For anthropologists interested in issues of cultural heritage, Luang Prabang, an ancient royal town of Northern Laos which became a UNESCO Listed World Heritage site in 1995, constitutes a fascinating example of ever-growing touristification, complex coexistence of Buddhist religion and politics of material conservation and gay sexscape with masculine prostitution on the rise (Berliner 2011). However, among the manifold changes occurring in this former colonial place, it is also a town where material preservation of ordinary and religious architecture has become a political and moral obligation, and nostalgia serves as a motto as well as a resource for preservation agents, private investors and tourist companies.

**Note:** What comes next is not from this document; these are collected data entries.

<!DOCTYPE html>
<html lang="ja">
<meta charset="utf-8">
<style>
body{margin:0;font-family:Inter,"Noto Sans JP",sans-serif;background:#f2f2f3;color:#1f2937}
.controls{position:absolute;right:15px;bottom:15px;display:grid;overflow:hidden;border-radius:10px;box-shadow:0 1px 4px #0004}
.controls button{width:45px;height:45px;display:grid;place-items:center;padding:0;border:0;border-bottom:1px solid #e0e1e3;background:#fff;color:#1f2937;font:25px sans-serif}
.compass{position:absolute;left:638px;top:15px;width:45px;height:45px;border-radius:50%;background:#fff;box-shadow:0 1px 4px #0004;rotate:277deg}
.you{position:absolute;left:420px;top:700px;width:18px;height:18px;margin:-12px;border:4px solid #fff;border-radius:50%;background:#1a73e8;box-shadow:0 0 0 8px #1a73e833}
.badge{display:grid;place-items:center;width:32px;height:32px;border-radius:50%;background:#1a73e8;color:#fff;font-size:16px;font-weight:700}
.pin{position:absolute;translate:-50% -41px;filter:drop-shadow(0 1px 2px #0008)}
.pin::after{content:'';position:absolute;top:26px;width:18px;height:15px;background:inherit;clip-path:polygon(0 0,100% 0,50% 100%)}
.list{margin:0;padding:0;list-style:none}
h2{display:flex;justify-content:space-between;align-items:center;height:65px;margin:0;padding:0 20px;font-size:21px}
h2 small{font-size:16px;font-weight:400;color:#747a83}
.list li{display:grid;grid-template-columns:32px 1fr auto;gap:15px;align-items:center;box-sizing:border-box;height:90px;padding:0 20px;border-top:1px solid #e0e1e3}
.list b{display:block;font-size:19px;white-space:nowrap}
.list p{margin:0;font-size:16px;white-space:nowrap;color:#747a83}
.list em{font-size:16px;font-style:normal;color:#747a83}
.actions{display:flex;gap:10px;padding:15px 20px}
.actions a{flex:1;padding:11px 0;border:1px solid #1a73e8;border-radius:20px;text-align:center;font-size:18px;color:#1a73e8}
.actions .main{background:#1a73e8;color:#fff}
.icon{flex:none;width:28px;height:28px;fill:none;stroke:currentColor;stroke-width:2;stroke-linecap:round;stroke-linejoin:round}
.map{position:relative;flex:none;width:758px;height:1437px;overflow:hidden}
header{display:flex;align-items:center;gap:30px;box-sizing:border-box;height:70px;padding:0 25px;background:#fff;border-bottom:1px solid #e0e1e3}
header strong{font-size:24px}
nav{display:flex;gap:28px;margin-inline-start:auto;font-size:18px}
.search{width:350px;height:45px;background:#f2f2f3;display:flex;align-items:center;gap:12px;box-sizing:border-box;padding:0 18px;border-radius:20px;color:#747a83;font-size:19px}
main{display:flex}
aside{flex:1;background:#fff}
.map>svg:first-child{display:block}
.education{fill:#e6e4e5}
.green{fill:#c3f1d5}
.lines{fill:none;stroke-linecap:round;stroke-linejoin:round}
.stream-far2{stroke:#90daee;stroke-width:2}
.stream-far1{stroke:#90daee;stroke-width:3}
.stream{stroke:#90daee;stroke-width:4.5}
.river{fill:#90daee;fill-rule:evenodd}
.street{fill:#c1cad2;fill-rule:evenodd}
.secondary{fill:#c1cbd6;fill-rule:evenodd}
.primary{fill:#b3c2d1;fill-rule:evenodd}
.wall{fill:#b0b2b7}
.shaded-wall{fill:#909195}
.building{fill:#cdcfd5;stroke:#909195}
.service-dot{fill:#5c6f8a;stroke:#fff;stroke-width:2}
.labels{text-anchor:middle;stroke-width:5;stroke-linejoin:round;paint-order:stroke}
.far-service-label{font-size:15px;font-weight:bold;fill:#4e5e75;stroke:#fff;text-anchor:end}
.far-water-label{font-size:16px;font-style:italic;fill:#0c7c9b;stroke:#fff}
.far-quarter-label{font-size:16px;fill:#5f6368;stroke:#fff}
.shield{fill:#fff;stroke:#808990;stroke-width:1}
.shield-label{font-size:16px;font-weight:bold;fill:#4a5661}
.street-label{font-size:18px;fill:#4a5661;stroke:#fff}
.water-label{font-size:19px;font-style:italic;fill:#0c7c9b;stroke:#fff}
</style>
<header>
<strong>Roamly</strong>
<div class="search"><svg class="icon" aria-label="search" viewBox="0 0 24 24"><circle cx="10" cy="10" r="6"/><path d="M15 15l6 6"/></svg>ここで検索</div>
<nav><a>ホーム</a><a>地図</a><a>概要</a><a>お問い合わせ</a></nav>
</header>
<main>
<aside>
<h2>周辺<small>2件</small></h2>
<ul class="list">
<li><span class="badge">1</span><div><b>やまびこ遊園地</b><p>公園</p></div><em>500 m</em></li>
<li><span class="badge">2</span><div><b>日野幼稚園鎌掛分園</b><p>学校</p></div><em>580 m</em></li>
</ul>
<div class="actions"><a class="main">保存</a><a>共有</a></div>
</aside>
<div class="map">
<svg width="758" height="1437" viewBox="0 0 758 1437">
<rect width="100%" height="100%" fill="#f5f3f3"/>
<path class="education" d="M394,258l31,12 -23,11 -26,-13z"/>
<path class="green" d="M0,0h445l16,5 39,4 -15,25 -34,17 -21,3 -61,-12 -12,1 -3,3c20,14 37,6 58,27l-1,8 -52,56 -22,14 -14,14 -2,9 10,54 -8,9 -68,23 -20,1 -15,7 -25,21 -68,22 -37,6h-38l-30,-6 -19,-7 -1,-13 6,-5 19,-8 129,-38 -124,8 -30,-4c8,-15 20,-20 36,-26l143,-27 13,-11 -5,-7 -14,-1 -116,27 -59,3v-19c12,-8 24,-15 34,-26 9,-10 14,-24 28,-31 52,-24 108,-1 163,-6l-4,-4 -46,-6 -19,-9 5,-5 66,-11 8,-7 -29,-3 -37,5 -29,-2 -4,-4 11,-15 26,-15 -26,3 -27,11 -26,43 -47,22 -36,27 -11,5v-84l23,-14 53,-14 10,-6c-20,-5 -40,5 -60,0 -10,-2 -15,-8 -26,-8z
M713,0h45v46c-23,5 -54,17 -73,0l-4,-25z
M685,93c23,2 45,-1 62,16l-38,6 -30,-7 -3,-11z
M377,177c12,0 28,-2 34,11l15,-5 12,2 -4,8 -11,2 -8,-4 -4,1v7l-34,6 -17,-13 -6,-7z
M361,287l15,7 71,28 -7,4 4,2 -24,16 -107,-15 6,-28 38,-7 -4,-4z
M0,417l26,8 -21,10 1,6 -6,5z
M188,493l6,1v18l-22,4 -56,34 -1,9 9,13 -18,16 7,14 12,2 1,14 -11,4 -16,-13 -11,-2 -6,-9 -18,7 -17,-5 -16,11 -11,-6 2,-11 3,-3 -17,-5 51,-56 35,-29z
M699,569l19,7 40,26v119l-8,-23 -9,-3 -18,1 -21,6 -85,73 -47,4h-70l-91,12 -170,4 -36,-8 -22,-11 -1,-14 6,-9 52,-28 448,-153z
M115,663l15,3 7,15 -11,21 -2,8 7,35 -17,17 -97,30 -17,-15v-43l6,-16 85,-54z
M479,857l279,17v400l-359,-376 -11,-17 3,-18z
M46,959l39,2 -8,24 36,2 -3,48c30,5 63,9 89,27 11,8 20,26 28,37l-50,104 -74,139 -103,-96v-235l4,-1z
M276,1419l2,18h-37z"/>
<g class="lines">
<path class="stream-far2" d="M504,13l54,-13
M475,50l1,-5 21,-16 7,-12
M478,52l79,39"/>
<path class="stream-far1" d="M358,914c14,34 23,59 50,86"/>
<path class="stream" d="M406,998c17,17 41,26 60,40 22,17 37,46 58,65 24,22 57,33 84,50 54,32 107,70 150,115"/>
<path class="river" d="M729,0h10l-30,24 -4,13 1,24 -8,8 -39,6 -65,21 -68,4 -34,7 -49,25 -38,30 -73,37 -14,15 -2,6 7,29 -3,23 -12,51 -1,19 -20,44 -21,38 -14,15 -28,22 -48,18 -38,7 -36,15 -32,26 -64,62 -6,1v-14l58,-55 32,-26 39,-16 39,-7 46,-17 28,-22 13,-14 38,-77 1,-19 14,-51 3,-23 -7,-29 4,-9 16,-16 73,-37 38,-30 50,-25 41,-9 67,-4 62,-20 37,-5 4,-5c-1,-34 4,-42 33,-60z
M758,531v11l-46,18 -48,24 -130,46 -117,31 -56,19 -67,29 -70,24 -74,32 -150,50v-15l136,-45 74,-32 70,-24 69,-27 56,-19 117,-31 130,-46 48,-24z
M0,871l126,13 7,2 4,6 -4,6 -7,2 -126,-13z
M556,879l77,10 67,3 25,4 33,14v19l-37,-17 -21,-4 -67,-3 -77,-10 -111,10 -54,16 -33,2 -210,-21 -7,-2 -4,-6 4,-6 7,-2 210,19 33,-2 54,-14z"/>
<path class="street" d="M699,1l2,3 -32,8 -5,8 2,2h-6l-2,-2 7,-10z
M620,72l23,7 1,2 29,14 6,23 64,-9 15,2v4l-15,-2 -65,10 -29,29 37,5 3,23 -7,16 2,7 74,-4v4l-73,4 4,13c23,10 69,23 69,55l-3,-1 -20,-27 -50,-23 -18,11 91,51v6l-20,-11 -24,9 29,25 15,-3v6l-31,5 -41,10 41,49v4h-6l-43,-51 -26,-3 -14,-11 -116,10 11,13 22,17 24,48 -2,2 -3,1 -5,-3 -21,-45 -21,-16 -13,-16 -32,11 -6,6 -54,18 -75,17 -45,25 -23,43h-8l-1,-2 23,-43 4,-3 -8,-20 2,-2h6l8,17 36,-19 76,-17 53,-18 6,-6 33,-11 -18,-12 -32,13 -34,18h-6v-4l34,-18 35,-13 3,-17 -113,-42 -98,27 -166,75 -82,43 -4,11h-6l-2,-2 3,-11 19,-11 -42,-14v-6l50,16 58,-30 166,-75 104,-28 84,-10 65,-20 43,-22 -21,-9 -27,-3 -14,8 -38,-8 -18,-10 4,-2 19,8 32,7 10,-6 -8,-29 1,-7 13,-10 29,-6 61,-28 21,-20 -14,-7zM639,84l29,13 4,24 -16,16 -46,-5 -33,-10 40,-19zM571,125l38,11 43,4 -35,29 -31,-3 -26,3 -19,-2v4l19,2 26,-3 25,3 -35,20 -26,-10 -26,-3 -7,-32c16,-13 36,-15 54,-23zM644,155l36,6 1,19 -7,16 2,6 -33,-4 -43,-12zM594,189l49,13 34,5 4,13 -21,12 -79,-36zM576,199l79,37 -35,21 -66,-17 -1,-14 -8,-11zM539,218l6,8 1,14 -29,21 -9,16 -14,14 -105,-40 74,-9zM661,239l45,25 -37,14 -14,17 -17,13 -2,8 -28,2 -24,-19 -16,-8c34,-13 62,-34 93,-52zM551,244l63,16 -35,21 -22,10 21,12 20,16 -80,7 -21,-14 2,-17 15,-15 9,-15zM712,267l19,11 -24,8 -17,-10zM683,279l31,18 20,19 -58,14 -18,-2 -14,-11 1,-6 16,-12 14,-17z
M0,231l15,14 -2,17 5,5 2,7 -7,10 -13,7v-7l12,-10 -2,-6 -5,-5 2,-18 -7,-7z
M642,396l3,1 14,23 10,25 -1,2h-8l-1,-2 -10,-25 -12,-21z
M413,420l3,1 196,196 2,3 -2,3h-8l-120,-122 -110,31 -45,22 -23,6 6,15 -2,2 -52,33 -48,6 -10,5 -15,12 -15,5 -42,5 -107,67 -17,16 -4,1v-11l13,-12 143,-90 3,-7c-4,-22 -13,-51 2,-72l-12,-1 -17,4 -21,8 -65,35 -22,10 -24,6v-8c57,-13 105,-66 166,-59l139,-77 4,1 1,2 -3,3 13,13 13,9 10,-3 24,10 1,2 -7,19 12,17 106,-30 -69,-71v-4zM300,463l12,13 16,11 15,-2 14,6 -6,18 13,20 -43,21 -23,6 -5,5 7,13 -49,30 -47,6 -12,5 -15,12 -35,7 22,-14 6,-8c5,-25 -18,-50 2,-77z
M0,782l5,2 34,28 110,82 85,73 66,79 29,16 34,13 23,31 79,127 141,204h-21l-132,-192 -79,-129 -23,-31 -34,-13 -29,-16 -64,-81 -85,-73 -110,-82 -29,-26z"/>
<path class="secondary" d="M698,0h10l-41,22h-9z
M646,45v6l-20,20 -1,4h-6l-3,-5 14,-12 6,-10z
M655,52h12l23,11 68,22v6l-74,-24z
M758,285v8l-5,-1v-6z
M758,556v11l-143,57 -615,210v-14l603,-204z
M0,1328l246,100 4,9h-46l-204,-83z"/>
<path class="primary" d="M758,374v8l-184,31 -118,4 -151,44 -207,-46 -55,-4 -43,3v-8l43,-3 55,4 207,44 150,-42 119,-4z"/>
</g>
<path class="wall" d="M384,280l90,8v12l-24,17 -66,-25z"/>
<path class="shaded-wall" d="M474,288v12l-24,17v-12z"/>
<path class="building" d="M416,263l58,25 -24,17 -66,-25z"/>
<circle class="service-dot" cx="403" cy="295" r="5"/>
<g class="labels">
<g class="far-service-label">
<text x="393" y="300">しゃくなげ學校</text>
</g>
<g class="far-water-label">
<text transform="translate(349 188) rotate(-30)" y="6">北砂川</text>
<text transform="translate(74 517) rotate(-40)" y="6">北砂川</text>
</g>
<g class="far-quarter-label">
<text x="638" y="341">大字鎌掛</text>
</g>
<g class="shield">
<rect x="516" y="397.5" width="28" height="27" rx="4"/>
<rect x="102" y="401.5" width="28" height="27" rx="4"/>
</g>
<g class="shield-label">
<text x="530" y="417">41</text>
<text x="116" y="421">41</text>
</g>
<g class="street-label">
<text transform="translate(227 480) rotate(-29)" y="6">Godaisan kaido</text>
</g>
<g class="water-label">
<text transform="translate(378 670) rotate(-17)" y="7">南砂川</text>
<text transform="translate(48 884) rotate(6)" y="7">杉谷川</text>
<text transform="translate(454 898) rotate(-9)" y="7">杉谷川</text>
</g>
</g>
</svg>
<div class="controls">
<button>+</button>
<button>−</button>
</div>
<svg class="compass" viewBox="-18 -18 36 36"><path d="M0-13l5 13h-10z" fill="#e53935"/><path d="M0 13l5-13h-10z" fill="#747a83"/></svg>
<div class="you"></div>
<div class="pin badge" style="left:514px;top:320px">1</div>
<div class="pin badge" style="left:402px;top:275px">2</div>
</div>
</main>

Grant Evans (1998) and, later on, Colin Long and Jonathan Sweet have cogently emphasised how Luang Prabang’s UNESCO recognition is rooted in nostalgic imagination, ‘a quest for an Idealized, Orientalized “real Asia”’ (Long and Sweet 2006: 455). My anthropological research delves further into the very fabric of nostalgia in Luang Prabang, its multiple agents, words, contexts and objects. In the following pages, I will describe a complex landscape where ideas and feelings of preservation, transmission and loss are being differently displayed by diverse categories of actors, local elites, expatriates, Asian and Western tourists, UNESCO experts, Buddhist monks and inhabitants, who all occupy diverse positions within such an arena. A disappearing vestige of humanity for developers, an Indochinese Oxford for Western tourists, a damned town for some of its inhabitants, a great place to invest in for others, a religious centre for Lao and Thai visitors and so forth, Luang Prabang represents a hybrid which deploys an intricate scene under our anthropologists’ eyes. In that regard, it shows how such heritagescapes, caught in the dilemmas of modernity, tourism and nostalgia, can be variously experienced and contested by different groups of often disconnected people. However, while engaging with the Luang Prabang of their own, with their own agendas and influences, they still produce a heritage scene together.